Laura turned to go, but he said, “Wait a minute.”
She turned back around.
She had seen his concerned expression before. “Maybe after this case, you could take some time off. Get your sea legs again.”
“You think I’m not doing this job right?”
“No, you’re going by the book.”
“So what am I doing wrong?”
“Nothing.” He paused. “That’s the problem. You’re just going on with your business like nothing happened.”
“Everything that happened—they said I did it right, remember? I was completely cleared of any wrongdoing.”
“I know. But you could take some time to smell the roses. You know how this job can burn you out.”
“Okay, I’ll think about it.”
“Good. That’s all I ask.”
*
“You look like the cat that got the canary,” Laura said to Victor as she tucked into her Egg McMuffin. Clearly he had something he wanted to tell her, something he could barely hold back. Victor loved to gossip.

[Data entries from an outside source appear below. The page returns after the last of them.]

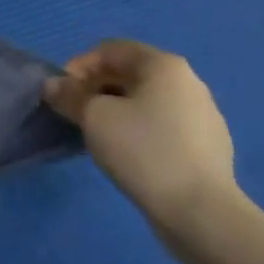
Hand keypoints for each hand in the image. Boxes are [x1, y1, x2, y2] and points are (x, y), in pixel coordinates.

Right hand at [44, 40, 238, 241]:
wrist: (201, 213)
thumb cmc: (143, 150)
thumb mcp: (93, 117)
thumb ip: (69, 95)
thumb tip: (54, 86)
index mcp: (164, 66)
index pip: (111, 49)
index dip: (80, 65)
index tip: (63, 93)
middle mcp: (188, 82)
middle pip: (131, 73)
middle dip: (97, 87)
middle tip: (76, 113)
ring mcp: (203, 116)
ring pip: (148, 101)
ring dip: (118, 109)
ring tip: (99, 135)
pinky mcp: (208, 148)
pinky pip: (164, 126)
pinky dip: (140, 130)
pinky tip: (129, 154)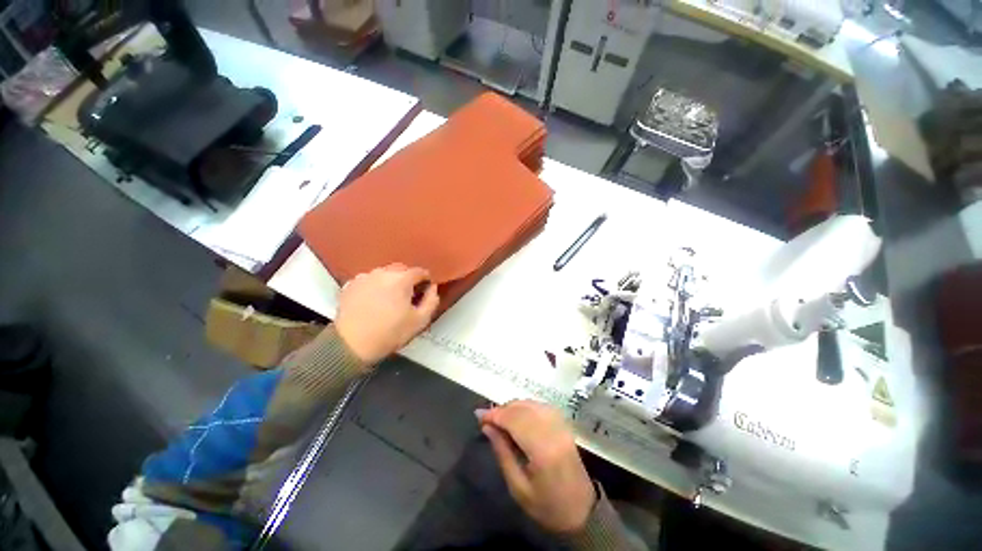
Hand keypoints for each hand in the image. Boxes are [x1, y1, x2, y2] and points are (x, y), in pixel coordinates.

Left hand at [334, 264, 439, 364]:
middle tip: (409, 295)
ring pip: (384, 273)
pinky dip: (374, 286)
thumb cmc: (390, 333)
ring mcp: (364, 277)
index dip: (426, 280)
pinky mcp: (350, 285)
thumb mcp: (420, 321)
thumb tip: (432, 288)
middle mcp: (382, 272)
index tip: (426, 291)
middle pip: (401, 269)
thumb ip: (431, 301)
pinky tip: (373, 300)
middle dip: (408, 279)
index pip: (420, 271)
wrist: (351, 345)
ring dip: (391, 281)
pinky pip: (369, 280)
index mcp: (401, 279)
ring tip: (390, 298)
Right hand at [479, 400, 595, 533]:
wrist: (583, 510)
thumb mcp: (518, 488)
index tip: (479, 416)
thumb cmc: (548, 506)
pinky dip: (526, 406)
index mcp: (543, 450)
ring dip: (513, 406)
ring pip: (532, 404)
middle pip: (523, 408)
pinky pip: (541, 406)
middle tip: (487, 418)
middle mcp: (554, 431)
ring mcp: (561, 426)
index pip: (515, 420)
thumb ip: (502, 453)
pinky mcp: (564, 425)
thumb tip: (487, 427)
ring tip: (499, 418)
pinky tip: (517, 415)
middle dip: (502, 409)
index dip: (495, 415)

“We live in interesting times.”<
br />
“What’s so interesting about them?”
Victor sipped his coffee, made a face. Looked at her. “Why you drinking Coke with an Egg McMuffin?”
“Judging from your face, the coffee’s not all that great. What do you mean about interesting times?”

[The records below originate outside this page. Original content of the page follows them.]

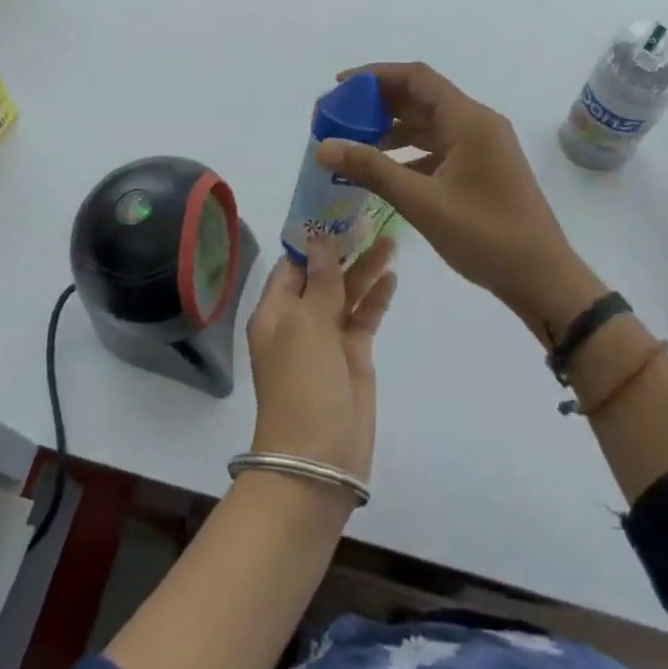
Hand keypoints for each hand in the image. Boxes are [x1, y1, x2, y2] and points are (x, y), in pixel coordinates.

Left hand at [245, 235, 396, 484]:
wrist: (318, 458)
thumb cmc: (302, 384)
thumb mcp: (307, 326)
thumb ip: (319, 283)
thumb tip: (318, 241)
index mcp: (275, 311)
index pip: (292, 264)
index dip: (312, 239)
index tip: (336, 210)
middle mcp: (298, 320)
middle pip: (322, 276)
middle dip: (343, 249)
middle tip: (370, 216)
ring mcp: (327, 339)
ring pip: (346, 294)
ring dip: (364, 269)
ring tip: (390, 238)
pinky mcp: (353, 356)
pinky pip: (364, 318)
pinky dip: (376, 298)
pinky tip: (392, 275)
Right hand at [316, 63, 604, 345]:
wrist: (542, 278)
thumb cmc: (486, 236)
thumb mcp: (423, 202)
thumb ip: (372, 170)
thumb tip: (324, 146)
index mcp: (469, 121)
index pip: (416, 78)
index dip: (374, 76)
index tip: (338, 87)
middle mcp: (477, 125)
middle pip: (420, 98)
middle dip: (376, 105)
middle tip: (337, 119)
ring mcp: (481, 148)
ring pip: (427, 125)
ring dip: (390, 130)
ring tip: (351, 145)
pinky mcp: (480, 170)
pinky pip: (437, 149)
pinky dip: (407, 154)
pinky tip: (382, 172)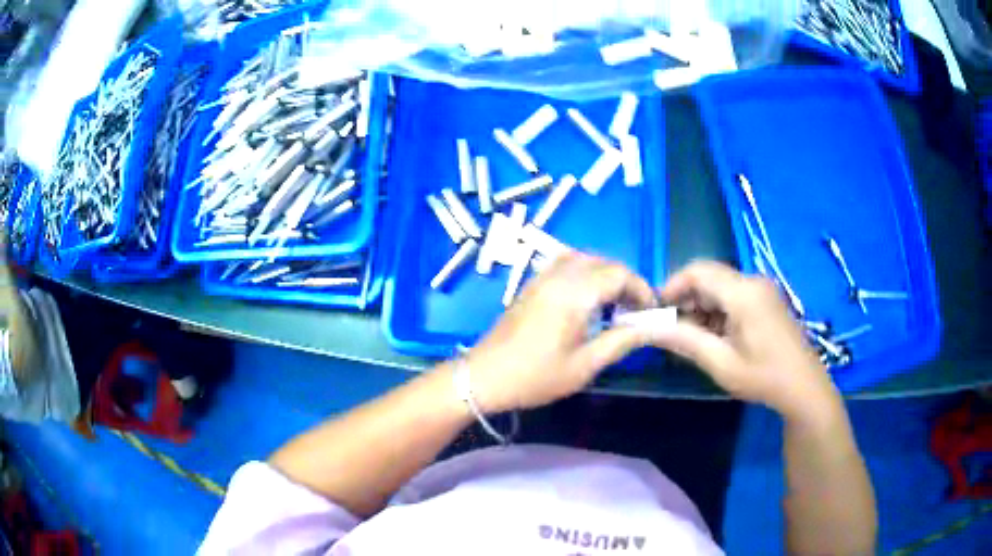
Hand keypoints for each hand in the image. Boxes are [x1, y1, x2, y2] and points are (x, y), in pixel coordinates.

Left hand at [465, 252, 658, 412]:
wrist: (484, 377)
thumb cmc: (536, 377)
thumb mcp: (585, 366)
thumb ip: (621, 341)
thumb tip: (650, 327)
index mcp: (573, 294)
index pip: (619, 274)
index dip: (641, 289)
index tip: (651, 311)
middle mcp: (557, 276)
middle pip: (603, 262)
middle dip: (626, 281)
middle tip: (635, 309)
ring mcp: (541, 278)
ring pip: (583, 259)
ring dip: (605, 274)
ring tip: (614, 303)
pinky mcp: (531, 284)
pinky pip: (564, 264)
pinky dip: (584, 273)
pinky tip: (587, 299)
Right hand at [654, 261, 838, 419]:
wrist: (804, 387)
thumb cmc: (763, 377)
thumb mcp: (721, 363)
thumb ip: (684, 341)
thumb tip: (648, 329)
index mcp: (743, 292)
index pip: (697, 272)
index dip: (672, 286)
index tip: (656, 312)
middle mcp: (753, 281)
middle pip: (709, 276)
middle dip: (686, 299)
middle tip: (672, 329)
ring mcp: (763, 289)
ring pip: (720, 286)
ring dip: (702, 306)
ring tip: (693, 338)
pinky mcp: (767, 299)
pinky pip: (734, 295)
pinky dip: (718, 311)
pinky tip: (716, 336)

“I ran into Richie’s wife at the grocery store yesterday.”
“So?”
Victor leaned forward. “You know how Richie’s always talking about his family? Like we don’t all have families of our own—well, you and Todd Rees don’t, but the rest of us do. He acts like he’s living the Father-Knows-Best-Full-House kind of thing, you know?”
“Uh-huh.” Thinking about her own relationship going down the tubes. Put a fork in it, it’s done.
“Well, here’s the thing. Turns out they’ve been separated for three months.”
“Separated?” That hit her in the gut. For a moment, all she could do was stare at Victor. Then she said, “You’re kidding. He just came down for his son’s birthday—”
“He’s pretending they’re still together. He’s been pestering her, though, and when she saw me she told me all about it—I guess I must look like a priest or something. She wanted me to give him a subtle warning that if he doesn’t stop bothering her, she’s gonna get a restraining order.”
Laura tried to absorb this. Richie had always been crazy about his family—one of the few things she’d admired about him. Their marriage had always seemed rock-solid.
If Richie and his wife could split up, anyone could. “But they seemed so happy.”
“I don’t know what to tell you.”
“He’s been lying all this time? Didn’t he know it would catch up with him sooner or later?”
Victor shrugged. “I don’t know what he’s thinking. Gail’s pretty upset. If he’s not careful, it’s going to come back and bite him in the ass.”
*
Before she left for Rocky Point, Laura divested herself of her gun, her backup gun, her knife, and her Mace and locked them in the bottom drawer of her desk. She didn’t dare take them into Mexico; they had very strict laws about that. Then she went to the restroom to freshen up. Her mind on Richie, what lengths he’d gone to pretend his home life was hunky-dory. Understanding it, in a way. She didn’t want to let anyone know about her problems with Tom. It was tough admitting failure when it came to love. So many people seemed to get it right—all these happy couples and families all over the place—that when you were alone, you felt like the odd man out.